WORK TO COMPLETE =
For each line of the listing that includes the word "الدين", show the whole line.

THE DATA =
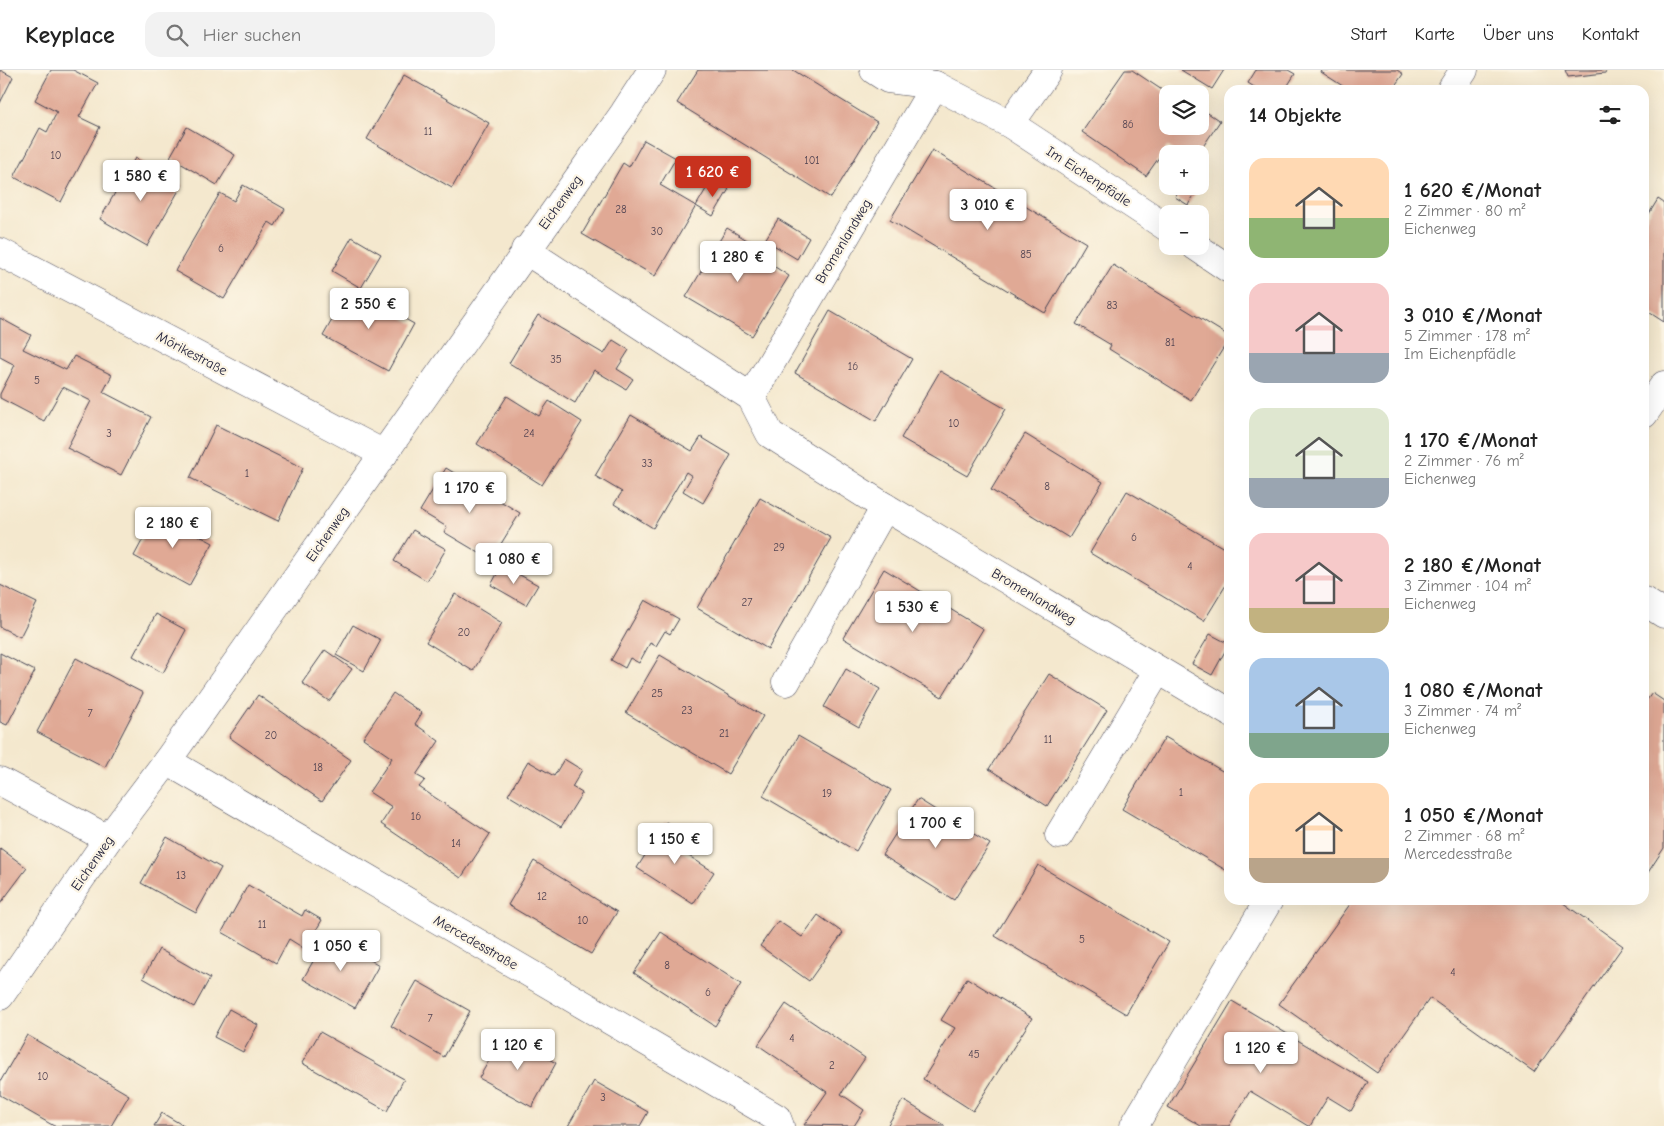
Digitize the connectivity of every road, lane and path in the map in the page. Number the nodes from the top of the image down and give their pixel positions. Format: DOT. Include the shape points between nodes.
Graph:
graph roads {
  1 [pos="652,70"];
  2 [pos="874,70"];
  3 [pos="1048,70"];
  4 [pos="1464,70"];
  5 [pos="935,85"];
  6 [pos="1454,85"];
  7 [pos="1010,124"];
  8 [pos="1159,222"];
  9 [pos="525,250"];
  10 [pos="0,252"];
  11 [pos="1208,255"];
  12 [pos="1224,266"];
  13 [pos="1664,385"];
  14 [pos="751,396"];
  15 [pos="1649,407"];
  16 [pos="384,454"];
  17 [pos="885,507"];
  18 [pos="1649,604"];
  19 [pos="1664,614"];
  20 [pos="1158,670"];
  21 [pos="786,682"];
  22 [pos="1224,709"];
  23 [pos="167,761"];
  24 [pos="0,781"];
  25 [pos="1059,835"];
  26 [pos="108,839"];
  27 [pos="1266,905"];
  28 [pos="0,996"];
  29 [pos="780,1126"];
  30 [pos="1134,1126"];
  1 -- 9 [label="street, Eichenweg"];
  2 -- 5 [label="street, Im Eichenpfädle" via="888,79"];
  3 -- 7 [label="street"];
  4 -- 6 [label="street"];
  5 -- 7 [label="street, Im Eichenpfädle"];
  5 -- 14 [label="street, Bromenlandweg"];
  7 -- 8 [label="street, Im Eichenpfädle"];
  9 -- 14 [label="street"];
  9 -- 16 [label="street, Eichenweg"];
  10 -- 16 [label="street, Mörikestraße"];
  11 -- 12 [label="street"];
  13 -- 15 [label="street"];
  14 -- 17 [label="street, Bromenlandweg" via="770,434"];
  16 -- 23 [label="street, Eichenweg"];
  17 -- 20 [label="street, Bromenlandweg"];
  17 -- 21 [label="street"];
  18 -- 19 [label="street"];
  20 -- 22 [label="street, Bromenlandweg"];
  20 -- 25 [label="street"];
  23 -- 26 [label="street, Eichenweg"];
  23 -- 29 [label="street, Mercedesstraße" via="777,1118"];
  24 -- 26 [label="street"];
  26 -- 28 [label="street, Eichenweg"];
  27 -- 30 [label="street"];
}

---

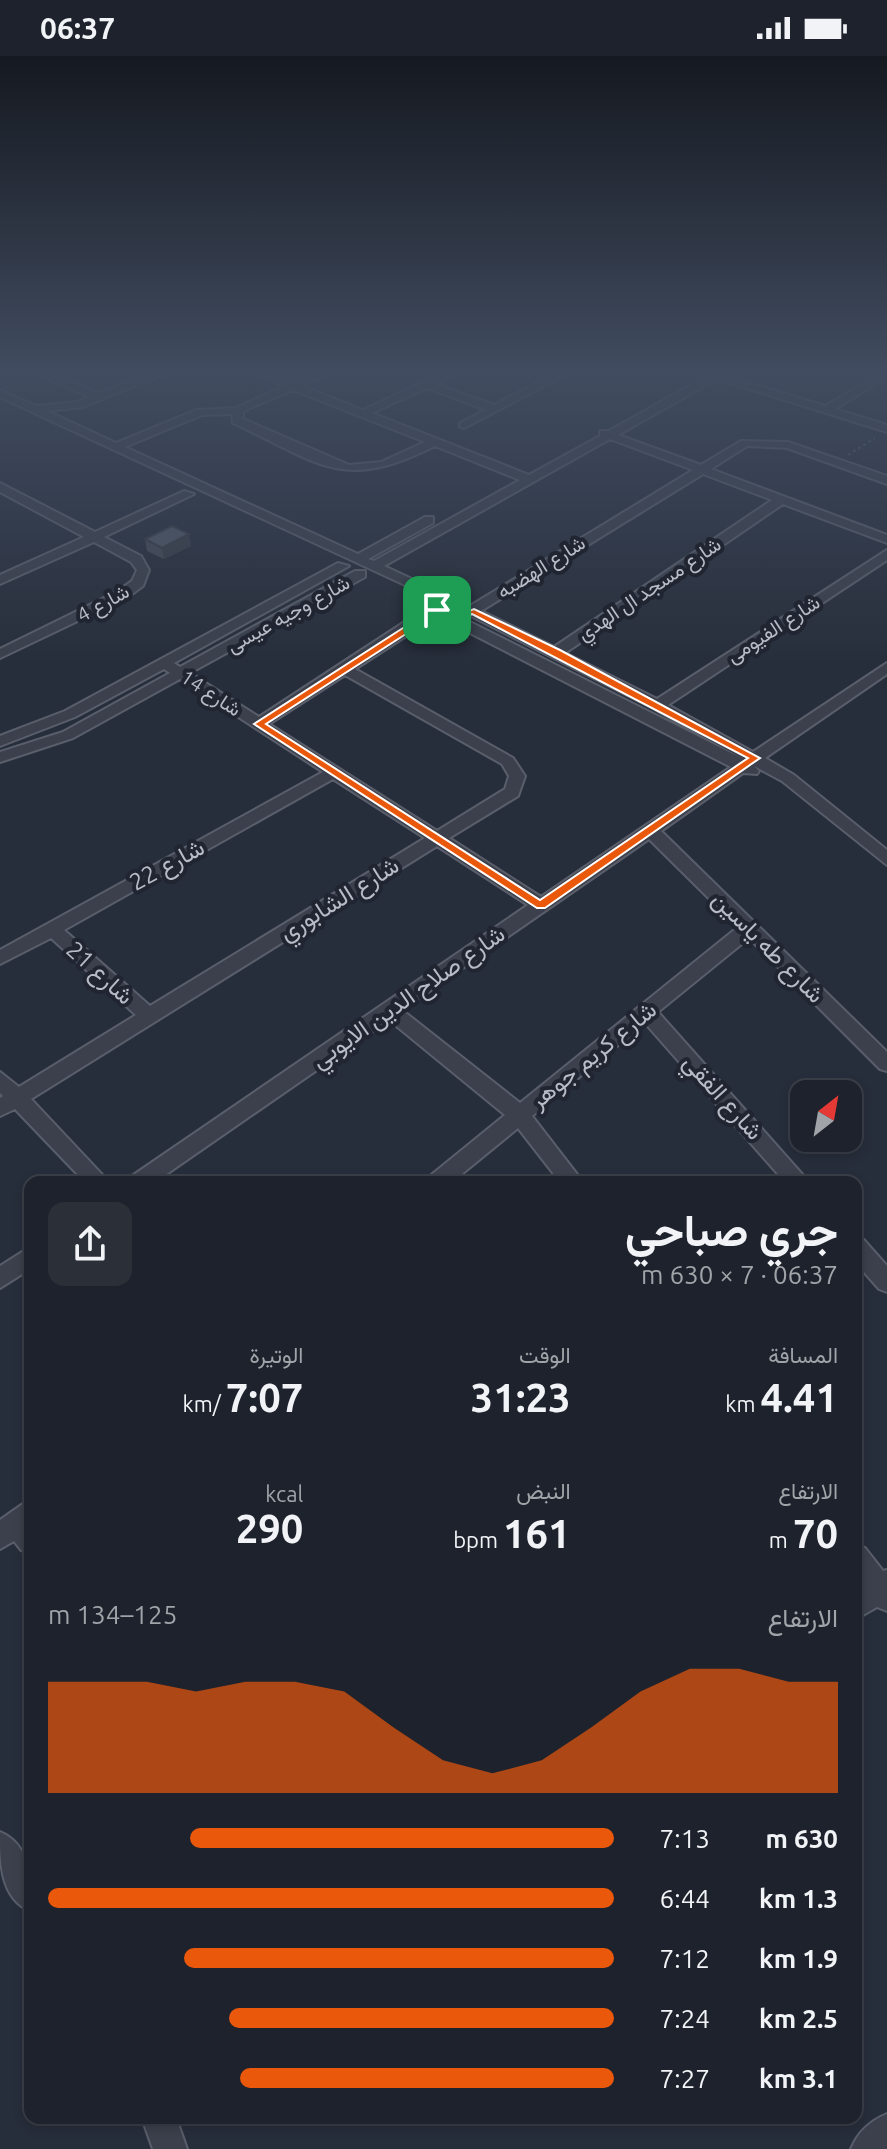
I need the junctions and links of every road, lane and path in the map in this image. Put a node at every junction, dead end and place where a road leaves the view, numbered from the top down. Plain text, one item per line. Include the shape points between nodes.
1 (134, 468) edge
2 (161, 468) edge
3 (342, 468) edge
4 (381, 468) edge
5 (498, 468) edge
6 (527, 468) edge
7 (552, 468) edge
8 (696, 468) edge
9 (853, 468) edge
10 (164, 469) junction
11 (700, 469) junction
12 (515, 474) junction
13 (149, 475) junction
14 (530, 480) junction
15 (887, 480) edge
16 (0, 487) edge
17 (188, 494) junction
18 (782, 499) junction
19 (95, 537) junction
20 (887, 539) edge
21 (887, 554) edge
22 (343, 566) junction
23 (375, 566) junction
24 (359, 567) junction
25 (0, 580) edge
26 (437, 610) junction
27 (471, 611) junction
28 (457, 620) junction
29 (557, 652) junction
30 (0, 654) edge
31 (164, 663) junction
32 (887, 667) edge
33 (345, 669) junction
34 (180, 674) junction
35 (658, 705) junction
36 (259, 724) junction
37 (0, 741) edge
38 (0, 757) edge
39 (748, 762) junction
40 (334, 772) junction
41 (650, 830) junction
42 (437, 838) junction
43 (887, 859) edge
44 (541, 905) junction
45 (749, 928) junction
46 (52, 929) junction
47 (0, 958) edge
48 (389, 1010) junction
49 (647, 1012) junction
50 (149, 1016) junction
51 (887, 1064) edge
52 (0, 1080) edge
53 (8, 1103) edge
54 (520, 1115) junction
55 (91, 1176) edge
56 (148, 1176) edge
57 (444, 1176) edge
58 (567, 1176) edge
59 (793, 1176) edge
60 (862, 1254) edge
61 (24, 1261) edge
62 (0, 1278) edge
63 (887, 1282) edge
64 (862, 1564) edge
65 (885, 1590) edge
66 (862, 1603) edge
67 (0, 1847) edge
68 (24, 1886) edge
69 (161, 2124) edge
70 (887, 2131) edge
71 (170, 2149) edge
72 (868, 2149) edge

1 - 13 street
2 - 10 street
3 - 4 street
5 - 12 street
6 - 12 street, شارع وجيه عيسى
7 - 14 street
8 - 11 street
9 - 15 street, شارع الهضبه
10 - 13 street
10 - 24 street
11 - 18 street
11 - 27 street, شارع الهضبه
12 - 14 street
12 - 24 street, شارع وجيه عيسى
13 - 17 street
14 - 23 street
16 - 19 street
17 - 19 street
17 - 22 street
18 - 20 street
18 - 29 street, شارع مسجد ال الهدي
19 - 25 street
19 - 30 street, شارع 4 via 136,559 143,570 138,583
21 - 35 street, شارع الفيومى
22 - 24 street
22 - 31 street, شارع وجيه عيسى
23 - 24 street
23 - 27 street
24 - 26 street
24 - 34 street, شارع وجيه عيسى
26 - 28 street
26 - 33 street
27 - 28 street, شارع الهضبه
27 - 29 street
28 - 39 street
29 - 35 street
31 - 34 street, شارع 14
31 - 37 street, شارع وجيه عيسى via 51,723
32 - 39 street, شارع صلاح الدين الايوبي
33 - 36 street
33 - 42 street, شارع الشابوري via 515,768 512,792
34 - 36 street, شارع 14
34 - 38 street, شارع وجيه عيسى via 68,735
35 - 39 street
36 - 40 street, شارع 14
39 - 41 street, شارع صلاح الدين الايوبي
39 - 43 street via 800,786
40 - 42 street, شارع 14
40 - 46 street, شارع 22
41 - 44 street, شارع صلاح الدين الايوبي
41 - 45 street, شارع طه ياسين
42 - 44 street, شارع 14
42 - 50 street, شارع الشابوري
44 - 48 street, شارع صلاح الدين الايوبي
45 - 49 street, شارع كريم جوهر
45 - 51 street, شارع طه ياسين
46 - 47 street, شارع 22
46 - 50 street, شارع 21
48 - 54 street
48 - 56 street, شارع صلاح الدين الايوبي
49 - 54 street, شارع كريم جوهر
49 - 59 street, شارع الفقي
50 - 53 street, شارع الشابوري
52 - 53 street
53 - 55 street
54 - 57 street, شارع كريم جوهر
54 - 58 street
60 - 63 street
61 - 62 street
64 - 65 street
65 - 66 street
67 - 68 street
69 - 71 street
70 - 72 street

SOLUTION =
32 - 39 street, شارع صلاح الدين الايوبي
39 - 41 street, شارع صلاح الدين الايوبي
41 - 44 street, شارع صلاح الدين الايوبي
44 - 48 street, شارع صلاح الدين الايوبي
48 - 56 street, شارع صلاح الدين الايوبي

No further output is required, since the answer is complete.